An early DUB magazine cover featuring Kobe Bryant. More than “cars and stars,” the DUB brand seeks to tap into young consumers’ passion points.
Launching DUB, Kovacs confronted the usual hurdles facing a business startup: financing, gaining the confidence of all the right people and establishing market share.

“A lot of people say, ‘Oh, you must’ve been really worried when you first started,’ but I wasn’t, because we had nothing to lose,” he said. “We were just kind of going and driving in the dark with no headlights on. Once you turn on the headlights and see where you’re going, that can scare you.”

While some have labeled DUB “cars and stars,” Kovacs says it’s actually the brand’s “edu-tainment” concept that attracts consumers.

“If you build it they may come,” he said, “but if you educate them, they’ll be loyal. We educate and entertain at the same time, much like a college or university with academics and athletics. People are loyal to our brand like they are loyal to their colleges for the rest of their lives. By utilizing all the celebrities and featuring them with their cars—that’s where the magic came from.”

Kovacs sees DUB helping to grow the specialty-equipment industry by introducing a younger demographic to car-culture passion.

“You have to look at it this way: Are you happy with your penetration in the market share, or do you want to create new market share?” he said. “That’s the key. DUB has created new market share. One of the things that’s going on with the youth culture is they don’t want to eat their dad’s food and they don’t want to drive their grandma’s car. They want to disassociate themselves from those things because there’s nothing cool about driving your grandma’s car. That’s what we see, so we’re trying to go and develop products and experiences for that next generation so they can have the passion.”

Kovacs believes that too many businesses seek to influence consumers, “dictating” their wants or needs. By contrast, the DUB brand strives to embrace its audience’s passion points: celebrity, lifestyle, electronics, video games and toys.

“It’s a different kind of marketing,” he asserts. “The consumers of today are dictating the trends. If you can teach them things that they don’t know and do it in a very cool and viral way, they’re going to be loyal, they’re going to be excited.”

An industry veteran since his teen years, Kovacs marvels at the chain reaction sparked by his idea come alive. “If I had to predict what we’re doing today, probably half of it would never even have been a thought,” he said. “The beautiful thing about DUB as a brand is it’s much larger than me. We got a great team, and it’s recognized worldwide. I think the most gratifying thing for DUB—and what really opened my eyes—was [realizing] that when making a business, we may want to make money, be famous, popular or groundbreaking. And then, as you progress in business, those things become less important than truly making
a difference.” 

Ideas Alive at the SEMA Show

The yearly output of an entire industry’s ideas can be viewed in one day at the SEMA Show New Products Showcase, a place where freshly born ideas share a powerful spotlight.

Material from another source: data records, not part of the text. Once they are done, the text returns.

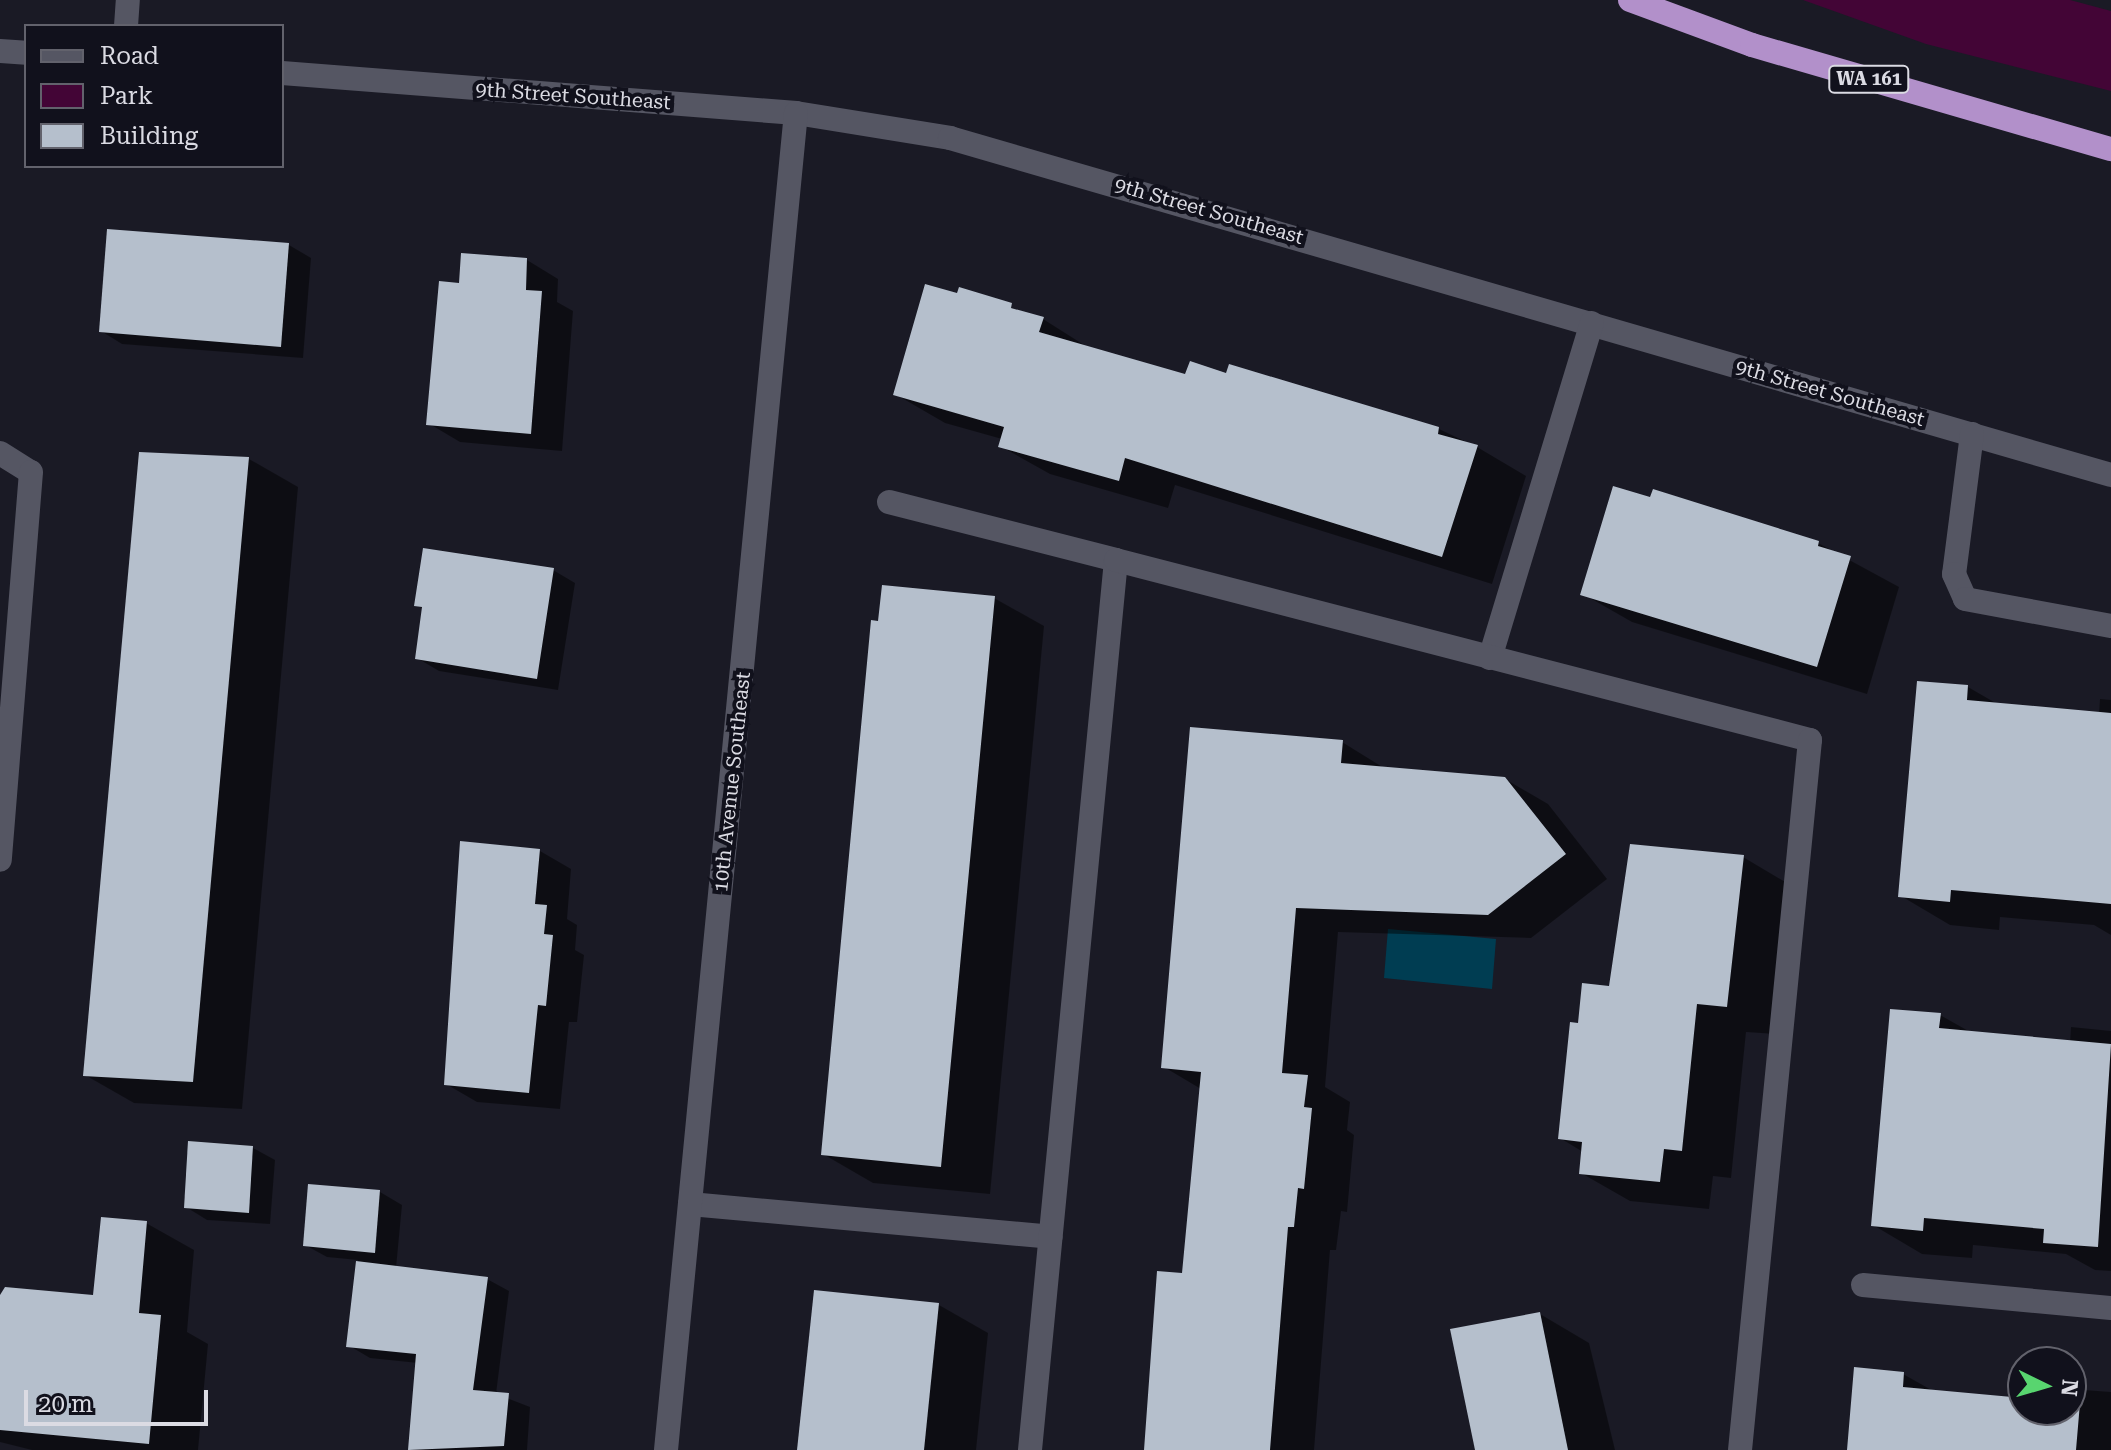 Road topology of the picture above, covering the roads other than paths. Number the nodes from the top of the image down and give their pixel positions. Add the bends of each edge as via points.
1 (128, 0) edge
2 (1630, 0) edge
3 (126, 24) edge
4 (0, 51) edge
5 (24, 53) edge
6 (284, 73) edge
7 (796, 113) junction
8 (2111, 149) edge
9 (1592, 323) junction
10 (1972, 434) junction
11 (0, 453) edge
12 (2111, 475) edge
13 (889, 502) dead end
14 (1116, 560) junction
15 (2111, 626) edge
16 (1490, 658) junction
17 (0, 860) edge
18 (690, 1204) junction
19 (1050, 1237) junction
20 (1863, 1285) dead end
21 (2111, 1308) edge
22 (666, 1450) edge
23 (1030, 1450) edge
24 (1740, 1450) edge

1 - 3 street
2 - 8 highway, WA 161 via 1752,45
4 - 5 street
6 - 7 street, 9th Street Southeast
7 - 9 street, 9th Street Southeast via 950,138
7 - 18 street, 10th Avenue Southeast
9 - 10 street, 9th Street Southeast
9 - 16 street
10 - 12 street, 9th Street Southeast
10 - 15 street via 1954,574 1965,599
11 - 17 street via 31,472
13 - 14 street
14 - 16 street
14 - 19 street
16 - 24 street via 1810,740
18 - 19 street
18 - 22 street, 10th Avenue Southeast
19 - 23 street
20 - 21 street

That’s why the 2011 SEMA Show is set to debut a newly themed section—Ideas Alive: Featuring the New Products Showcase. More than a display of products, the section seeks to inform and inspire by calling attention to the diversity of new ideas. Whether they begin as sketches on napkins or in computer-assisted research-and-development facilities, ideas have the power to change lives and fortunes.